In Val di Nievole, protetta da due paesi dal nome curioso, un’intraprendente giovane presenta il suo Teatro tra gli ulivi, con la prova aperta di Kotekino Riff di Andrea Cosentino.

Organizzato da Tessa Granato, il secondo appuntamento con un teatro al di fuori degli spazi deputati fa sperare che la felice iniziativa possa continuare a vivere anche in futuro. Questo almeno ci auguriamo, visto il successo che ha ottenuto. Un bel pubblico, piuttosto numeroso nonostante la pioggia, una buona accoglienza, un’ottima cena.
Ma veniamo allo spettacolo, o meglio, alla prova aperta di Kotekino Riff.
Come la talpa di quei giochi da luna park, quelli in cui si aspetta con la mazza pronta a colpire l’animaletto che spunta dal buco, Cosentino lancia le sue battute al pubblico e torna nella tana. Entra ed esce (metaforicamente) di scena, con la scusa di recuperare gli oggetti degli sketch.
Ritmo serrato fra pause e assalti di non senso.
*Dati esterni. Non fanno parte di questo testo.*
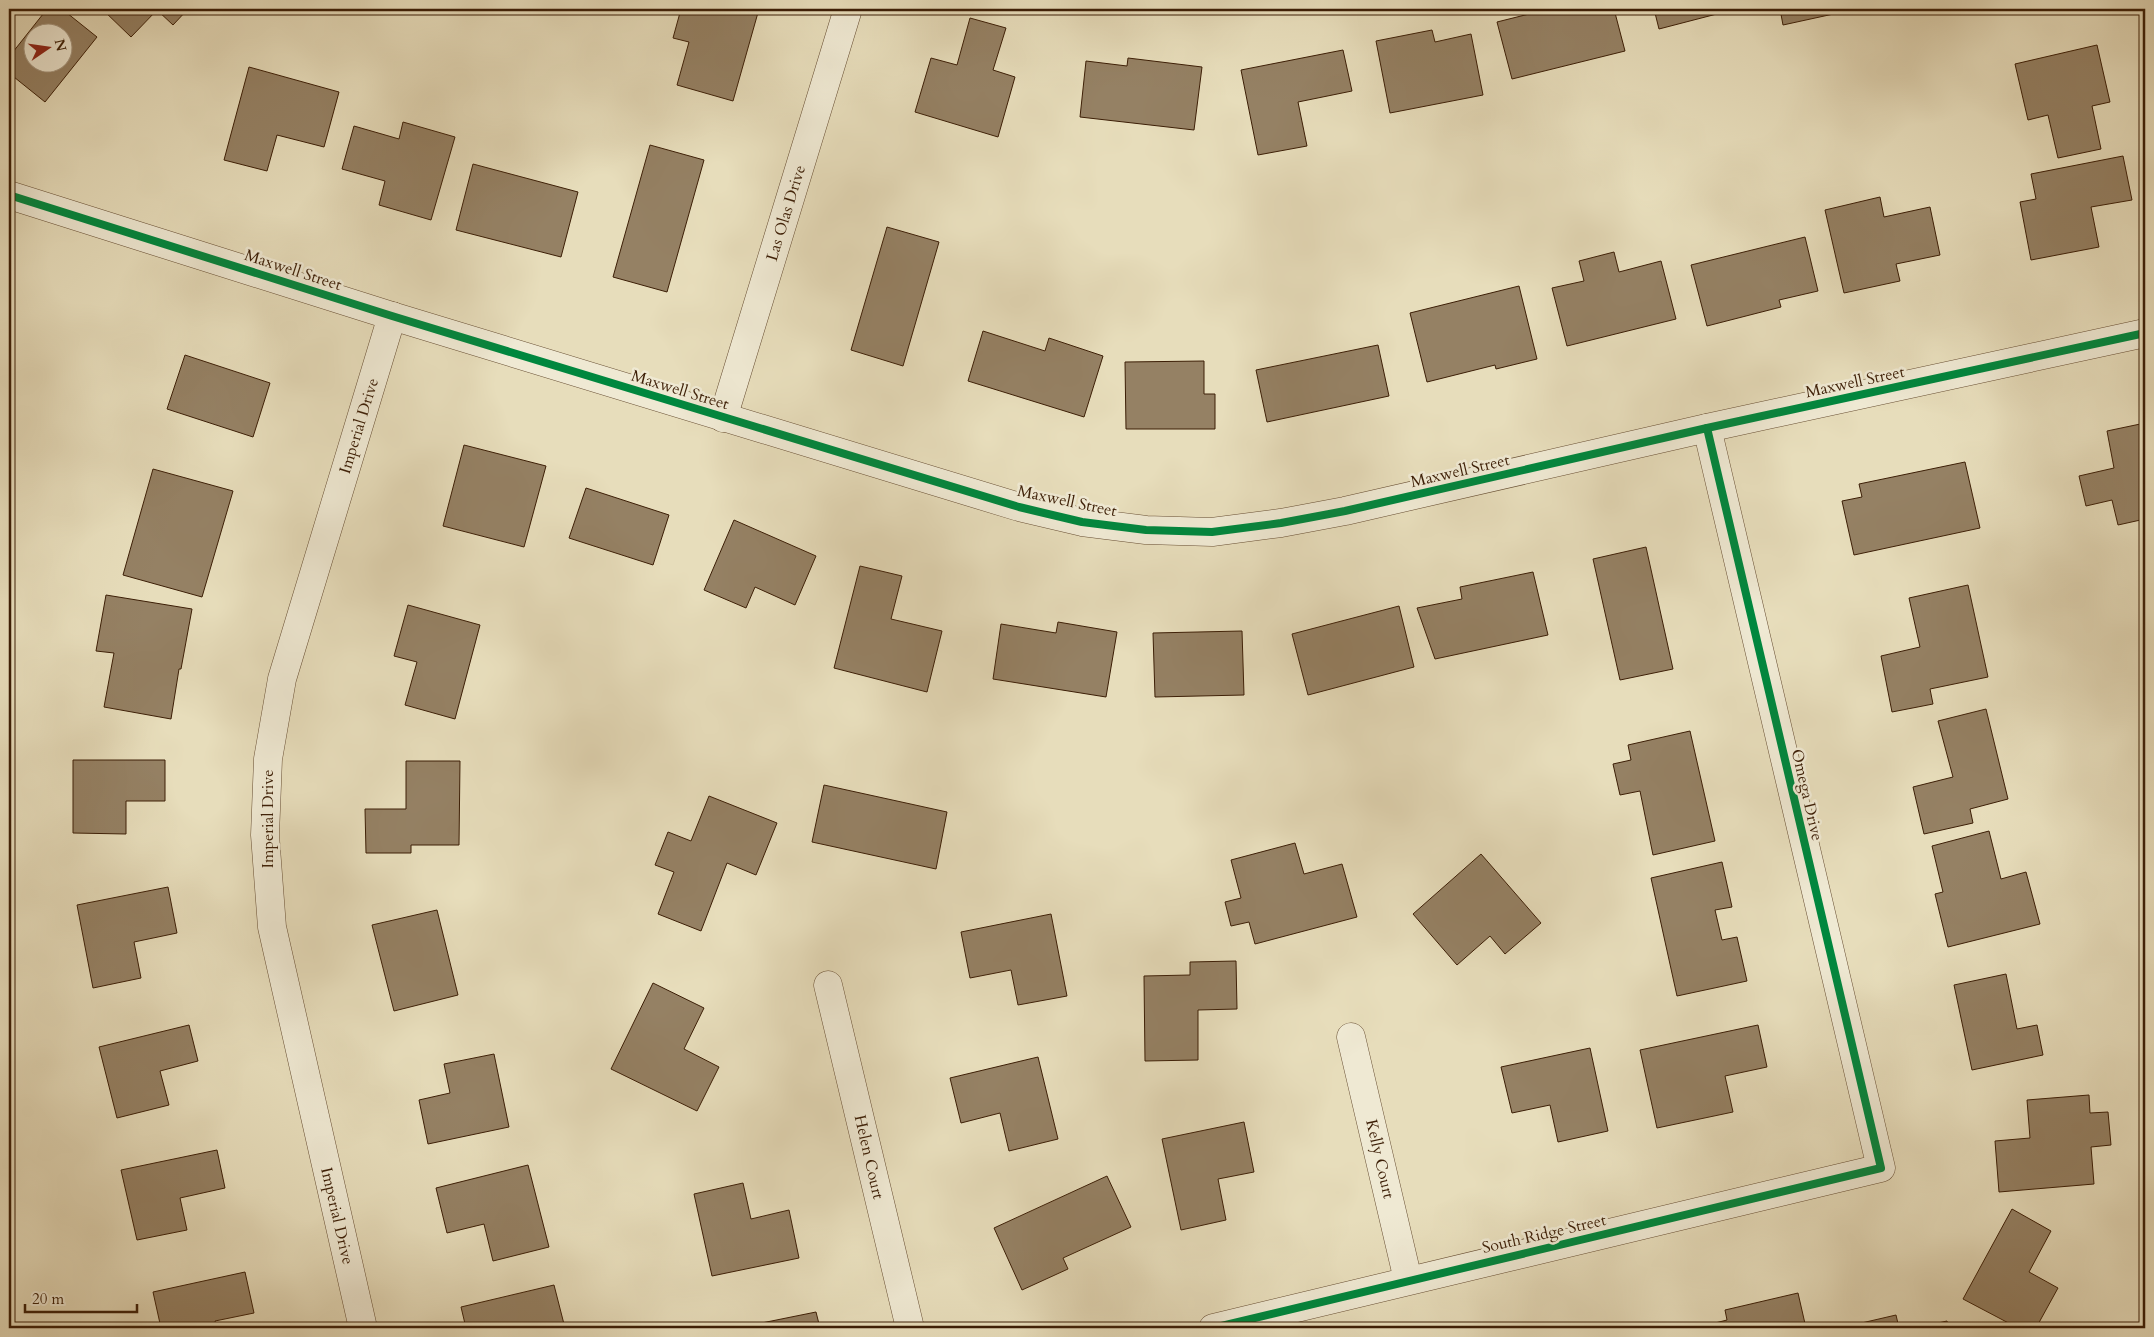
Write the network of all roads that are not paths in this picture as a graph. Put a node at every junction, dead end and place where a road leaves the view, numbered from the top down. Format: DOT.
graph roads {
  1 [pos="848,9"];
  2 [pos="9,195"];
  3 [pos="392,316"];
  4 [pos="2145,333"];
  5 [pos="723,418"];
  6 [pos="1707,428"];
  7 [pos="828,985"];
  8 [pos="1351,1037"];
  9 [pos="1881,1168"];
  10 [pos="1408,1280"];
  11 [pos="363,1328"];
  12 [pos="910,1328"];
  13 [pos="1214,1328"];
  1 -- 5 [label="street, Las Olas Drive"];
  2 -- 3 [label="street, Maxwell Street"];
  3 -- 5 [label="street, Maxwell Street"];
  3 -- 11 [label="street, Imperial Drive"];
  4 -- 6 [label="street, Maxwell Street"];
  5 -- 6 [label="street, Maxwell Street"];
  6 -- 9 [label="street, Omega Drive"];
  7 -- 12 [label="street, Helen Court"];
  8 -- 10 [label="street, Kelly Court"];
  9 -- 10 [label="street, South Ridge Street"];
  10 -- 13 [label="street, South Ridge Street"];
}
Un equilibrio delicato di tempi, un’alchimia molto riuscita col musicista Michele Giunta che, con il suo contrabbasso e la sua strumentazione elettronica, crea il contrappunto musicale dal vivo e insieme all’attore.
In questo panorama ritroviamo qualche filo rosso, come ad esempio alcuni interessanti spunti di riflessione prettamente intellettuale, tra i quali quello sul Kotekino. Perché il Kotekino… kotekino… koo-tee-kii-no… ti si infila nella mente e diventa il cavallo di Troia per la colonizzazione dei pensieri. Perché, si sa, una parola può orientare il pensiero, ed è possibile far concentrare quaranta persone su un solo punto mentale: il kotekino. Si è forse abituati a vedere chiaramente questo fenomeno in azione nella propaganda – ma non in generale, non sempre, non con qualsiasi contesto, non in senso buono (ma un senso buono del fenomeno esiste?).
Oltre a questo, vi troviamo domande sul senso della performance, sul senso del lavoro dell’attore. Troviamo un Amleto che, dallo sguardo in gorgiera agli screzi fra straccio e camicia, e infine nelle reminiscenze del monologo conclusivo, torna a chiedere quale sia mai lo statuto ontologico di chi sta in scena.
Dopo un finale col botto, arriva infatti l’epilogo, un lungo monologo di domande serrate. In cui una, in particolare, ritorna insistente, pietosa e fastidiosa insieme. La pone una maschera metafisica di un teatro malato – o un’arte malata – che ha una pessima cera e non ispira nessuna fiducia. Una sfilza di domande che mettono a nudo, insieme alla maschera che le pone, il malessere di una società in cui l’artista non ha ruolo, ed è ormai solo un postulante molesto, con quella punta di abiezione che emerge quando l’unica ossessione è riuscire a trovare due soldi. In che modo si diventa mendicanti?
La maschera, figura trascendente che ricorda in qualcosa i manichini che popolavano la scena di Kantor, ci mostra che quel mendicare è diventato una componente strutturale, sostanziale, e che l’immagine ricorrente che oggi abbiamo del teatro è quella del mendico.
Se da un lato non è un fatto nuovo trovarsi nella necessità di trovare finanziamenti (dato che, in fondo, è sempre stato così), fra l’antico mecenate e la maschera che presenta Cosentino c’è tutta la distanza che ci separa dalle epoche passate. È la maschera del nostro – tutto contemporaneo – regno finanziario e della sua morale, che disprezza chi non produce e riduce l’uomo a una sola dimensione. Da questo punto di vista, quella maschera si pone come figura e condensazione – decisamente azzeccata e pregnante – di un nuovo trattato di economia di Cosentino, meno teorico ma assai più acuto.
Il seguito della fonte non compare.